EXERCISE OBJECTIVE:
This exercise calls for every line of the listing below that contains the word "Right".

DATASET CONTENT:

__________________________________________________

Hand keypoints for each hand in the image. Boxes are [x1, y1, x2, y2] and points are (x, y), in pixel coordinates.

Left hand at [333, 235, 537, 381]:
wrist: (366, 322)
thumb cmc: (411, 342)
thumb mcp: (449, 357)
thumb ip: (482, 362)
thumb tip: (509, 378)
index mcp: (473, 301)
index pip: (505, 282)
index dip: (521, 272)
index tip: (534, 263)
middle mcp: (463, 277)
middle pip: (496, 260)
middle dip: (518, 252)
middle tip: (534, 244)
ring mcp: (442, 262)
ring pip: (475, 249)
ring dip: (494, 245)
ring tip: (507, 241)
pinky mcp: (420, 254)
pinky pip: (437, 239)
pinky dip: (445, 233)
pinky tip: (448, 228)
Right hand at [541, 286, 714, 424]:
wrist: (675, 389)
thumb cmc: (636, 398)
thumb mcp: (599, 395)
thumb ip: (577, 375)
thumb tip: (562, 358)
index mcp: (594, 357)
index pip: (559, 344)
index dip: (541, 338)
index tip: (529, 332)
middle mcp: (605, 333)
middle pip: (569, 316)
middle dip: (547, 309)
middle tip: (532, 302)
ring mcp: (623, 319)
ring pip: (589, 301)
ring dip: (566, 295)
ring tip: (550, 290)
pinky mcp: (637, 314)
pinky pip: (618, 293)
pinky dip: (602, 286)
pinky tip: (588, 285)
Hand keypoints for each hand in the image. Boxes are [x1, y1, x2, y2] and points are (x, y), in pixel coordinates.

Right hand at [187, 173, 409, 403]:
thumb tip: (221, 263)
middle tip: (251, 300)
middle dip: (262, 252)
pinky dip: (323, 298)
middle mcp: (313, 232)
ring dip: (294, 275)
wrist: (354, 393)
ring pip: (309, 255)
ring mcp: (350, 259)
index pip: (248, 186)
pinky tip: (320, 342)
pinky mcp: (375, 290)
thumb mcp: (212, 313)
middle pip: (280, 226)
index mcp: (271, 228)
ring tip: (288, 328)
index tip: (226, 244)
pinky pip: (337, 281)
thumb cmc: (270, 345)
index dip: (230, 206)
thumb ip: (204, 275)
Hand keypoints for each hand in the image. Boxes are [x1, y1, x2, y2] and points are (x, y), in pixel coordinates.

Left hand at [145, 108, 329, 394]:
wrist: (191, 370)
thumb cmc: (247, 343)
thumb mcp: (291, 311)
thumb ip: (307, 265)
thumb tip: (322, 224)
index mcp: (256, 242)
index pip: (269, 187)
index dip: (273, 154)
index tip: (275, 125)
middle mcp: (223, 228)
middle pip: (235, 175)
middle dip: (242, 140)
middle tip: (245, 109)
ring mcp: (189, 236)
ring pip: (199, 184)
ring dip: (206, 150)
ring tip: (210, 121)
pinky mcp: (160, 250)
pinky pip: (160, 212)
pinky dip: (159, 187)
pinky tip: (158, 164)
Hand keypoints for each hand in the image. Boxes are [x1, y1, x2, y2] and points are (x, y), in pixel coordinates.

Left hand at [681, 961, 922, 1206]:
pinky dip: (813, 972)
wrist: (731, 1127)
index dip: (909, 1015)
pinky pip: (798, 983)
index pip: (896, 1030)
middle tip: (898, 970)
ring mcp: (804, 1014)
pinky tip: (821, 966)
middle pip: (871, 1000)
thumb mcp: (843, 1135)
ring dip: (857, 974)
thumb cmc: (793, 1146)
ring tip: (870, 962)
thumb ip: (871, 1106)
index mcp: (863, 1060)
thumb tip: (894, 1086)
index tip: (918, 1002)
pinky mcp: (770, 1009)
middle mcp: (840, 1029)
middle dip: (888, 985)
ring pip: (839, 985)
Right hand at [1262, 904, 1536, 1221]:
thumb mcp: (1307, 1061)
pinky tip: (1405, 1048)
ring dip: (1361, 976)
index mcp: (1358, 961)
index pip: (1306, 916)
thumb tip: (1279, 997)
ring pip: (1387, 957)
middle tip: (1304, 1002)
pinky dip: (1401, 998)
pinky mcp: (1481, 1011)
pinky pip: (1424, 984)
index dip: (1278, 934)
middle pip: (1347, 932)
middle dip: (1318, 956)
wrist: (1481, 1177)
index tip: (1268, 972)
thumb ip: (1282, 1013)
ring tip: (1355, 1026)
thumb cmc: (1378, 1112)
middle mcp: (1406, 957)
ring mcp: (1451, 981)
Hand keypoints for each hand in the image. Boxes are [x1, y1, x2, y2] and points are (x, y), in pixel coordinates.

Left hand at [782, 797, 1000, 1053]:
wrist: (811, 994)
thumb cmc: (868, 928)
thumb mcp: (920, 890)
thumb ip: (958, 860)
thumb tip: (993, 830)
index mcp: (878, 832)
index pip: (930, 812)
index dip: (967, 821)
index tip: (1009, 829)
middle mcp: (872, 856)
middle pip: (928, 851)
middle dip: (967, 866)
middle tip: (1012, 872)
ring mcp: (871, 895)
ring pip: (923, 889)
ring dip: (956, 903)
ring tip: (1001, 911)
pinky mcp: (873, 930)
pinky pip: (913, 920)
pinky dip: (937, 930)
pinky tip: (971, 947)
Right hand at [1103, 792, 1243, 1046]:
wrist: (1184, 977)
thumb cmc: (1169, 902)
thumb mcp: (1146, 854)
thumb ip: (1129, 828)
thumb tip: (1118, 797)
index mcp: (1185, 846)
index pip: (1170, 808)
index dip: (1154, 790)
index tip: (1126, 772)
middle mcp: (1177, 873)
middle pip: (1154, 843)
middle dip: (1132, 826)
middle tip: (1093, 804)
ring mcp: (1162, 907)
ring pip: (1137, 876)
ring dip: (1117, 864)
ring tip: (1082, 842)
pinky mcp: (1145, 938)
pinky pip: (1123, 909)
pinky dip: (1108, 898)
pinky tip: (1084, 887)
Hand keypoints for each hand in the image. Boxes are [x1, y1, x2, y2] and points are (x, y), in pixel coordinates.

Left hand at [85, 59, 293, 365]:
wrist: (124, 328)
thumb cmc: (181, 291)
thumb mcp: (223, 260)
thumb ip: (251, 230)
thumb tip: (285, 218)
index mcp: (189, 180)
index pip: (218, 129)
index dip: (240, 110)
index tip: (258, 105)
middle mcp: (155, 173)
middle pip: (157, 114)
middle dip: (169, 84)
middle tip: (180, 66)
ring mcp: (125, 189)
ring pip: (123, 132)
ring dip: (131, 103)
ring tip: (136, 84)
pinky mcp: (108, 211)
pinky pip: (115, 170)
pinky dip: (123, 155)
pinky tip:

__________________________________________________

SOLUTION TO THIS TASK:
Right hand at [541, 286, 714, 424]:
Right hand at [187, 173, 409, 403]:
Right hand at [1262, 904, 1536, 1221]:
Right hand at [1103, 792, 1243, 1046]:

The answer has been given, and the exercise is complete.